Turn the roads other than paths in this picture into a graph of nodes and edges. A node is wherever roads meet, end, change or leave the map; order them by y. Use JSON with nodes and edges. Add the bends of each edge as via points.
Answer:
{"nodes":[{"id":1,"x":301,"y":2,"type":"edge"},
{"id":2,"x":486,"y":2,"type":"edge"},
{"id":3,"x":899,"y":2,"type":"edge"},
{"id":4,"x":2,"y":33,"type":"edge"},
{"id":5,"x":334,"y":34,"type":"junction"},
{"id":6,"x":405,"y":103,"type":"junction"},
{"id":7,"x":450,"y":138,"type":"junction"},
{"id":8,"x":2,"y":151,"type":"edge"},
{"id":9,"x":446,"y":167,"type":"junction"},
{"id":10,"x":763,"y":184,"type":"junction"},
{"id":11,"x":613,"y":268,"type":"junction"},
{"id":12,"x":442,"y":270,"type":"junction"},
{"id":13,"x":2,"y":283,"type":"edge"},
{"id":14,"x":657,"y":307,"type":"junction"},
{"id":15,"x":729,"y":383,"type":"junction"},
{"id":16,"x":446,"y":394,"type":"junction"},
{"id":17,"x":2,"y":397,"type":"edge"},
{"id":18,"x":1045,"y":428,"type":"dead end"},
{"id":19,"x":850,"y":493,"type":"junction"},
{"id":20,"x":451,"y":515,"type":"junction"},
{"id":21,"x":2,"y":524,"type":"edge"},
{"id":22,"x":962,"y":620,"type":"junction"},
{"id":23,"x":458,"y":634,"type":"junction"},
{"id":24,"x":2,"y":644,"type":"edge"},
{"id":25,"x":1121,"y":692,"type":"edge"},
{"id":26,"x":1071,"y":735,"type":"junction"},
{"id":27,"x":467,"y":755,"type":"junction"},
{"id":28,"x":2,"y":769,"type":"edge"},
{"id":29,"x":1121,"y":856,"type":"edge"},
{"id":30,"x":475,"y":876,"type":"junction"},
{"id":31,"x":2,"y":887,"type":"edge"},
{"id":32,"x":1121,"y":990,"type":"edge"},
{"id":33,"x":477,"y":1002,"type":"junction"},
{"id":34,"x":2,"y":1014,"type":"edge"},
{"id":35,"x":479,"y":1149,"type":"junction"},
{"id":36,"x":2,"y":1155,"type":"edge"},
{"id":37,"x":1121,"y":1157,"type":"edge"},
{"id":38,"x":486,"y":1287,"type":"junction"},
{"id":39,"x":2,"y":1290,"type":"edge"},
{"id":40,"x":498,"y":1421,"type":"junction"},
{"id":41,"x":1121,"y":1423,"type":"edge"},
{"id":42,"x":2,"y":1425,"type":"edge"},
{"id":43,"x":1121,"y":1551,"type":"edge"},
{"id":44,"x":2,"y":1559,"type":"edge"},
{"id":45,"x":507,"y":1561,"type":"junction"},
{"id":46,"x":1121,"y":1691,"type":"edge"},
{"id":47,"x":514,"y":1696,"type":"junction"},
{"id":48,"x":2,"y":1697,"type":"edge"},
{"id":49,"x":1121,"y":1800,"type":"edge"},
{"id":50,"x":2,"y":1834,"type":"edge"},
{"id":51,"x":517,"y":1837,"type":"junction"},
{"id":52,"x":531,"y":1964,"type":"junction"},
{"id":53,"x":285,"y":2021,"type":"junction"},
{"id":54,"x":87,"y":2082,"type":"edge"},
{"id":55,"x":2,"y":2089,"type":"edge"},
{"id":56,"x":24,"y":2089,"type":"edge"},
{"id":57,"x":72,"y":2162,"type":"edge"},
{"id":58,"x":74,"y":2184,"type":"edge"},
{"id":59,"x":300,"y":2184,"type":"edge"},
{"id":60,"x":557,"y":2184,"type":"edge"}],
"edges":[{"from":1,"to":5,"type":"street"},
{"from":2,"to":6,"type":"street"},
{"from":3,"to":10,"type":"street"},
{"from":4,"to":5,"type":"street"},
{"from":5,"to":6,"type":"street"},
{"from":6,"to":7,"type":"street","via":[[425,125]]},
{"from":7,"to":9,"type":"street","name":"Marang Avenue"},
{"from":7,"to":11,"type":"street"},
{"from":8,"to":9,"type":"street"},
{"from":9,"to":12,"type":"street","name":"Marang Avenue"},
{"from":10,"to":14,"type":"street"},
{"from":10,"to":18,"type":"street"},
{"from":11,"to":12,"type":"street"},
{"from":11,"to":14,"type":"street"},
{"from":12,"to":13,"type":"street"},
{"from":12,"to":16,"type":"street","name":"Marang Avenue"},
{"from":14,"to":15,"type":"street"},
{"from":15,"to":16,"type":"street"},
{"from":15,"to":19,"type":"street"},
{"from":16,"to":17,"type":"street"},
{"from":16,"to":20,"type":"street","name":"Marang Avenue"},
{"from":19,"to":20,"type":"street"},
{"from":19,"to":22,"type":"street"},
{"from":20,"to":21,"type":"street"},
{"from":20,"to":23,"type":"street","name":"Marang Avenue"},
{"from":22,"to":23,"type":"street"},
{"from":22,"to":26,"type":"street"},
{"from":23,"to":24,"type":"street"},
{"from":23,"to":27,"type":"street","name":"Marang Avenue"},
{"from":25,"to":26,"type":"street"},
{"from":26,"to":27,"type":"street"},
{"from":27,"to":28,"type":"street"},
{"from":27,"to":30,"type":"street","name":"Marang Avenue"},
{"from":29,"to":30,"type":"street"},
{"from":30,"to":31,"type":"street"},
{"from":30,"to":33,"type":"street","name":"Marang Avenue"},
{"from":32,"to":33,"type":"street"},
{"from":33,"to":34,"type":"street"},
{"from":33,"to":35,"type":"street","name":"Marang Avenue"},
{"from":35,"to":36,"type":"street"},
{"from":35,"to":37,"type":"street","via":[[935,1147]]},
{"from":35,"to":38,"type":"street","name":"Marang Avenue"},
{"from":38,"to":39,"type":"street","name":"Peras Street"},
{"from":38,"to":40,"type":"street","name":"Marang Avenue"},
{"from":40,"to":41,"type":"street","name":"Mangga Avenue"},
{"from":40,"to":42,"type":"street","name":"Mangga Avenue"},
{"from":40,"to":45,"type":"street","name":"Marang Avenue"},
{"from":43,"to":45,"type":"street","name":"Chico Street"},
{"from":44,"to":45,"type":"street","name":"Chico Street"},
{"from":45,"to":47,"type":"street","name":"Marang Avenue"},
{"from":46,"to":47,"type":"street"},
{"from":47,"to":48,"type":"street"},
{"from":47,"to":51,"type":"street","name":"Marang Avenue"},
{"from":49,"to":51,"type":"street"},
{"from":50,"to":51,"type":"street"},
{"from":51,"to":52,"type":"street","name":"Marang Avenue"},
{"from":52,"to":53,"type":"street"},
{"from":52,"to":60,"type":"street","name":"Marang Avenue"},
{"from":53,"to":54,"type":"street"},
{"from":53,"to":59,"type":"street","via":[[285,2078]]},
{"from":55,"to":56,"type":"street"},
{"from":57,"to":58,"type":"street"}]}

• _Directions_: Search the data above for the word "nodes", then gather each line in which it appears.

• _Response to this exercise_:
Turn the roads other than paths in this picture into a graph of nodes and edges. A node is wherever roads meet, end, change or leave the map; order them by y. Use JSON with nodes and edges. Add the bends of each edge as via points.
{"nodes":[{"id":1,"x":301,"y":2,"type":"edge"},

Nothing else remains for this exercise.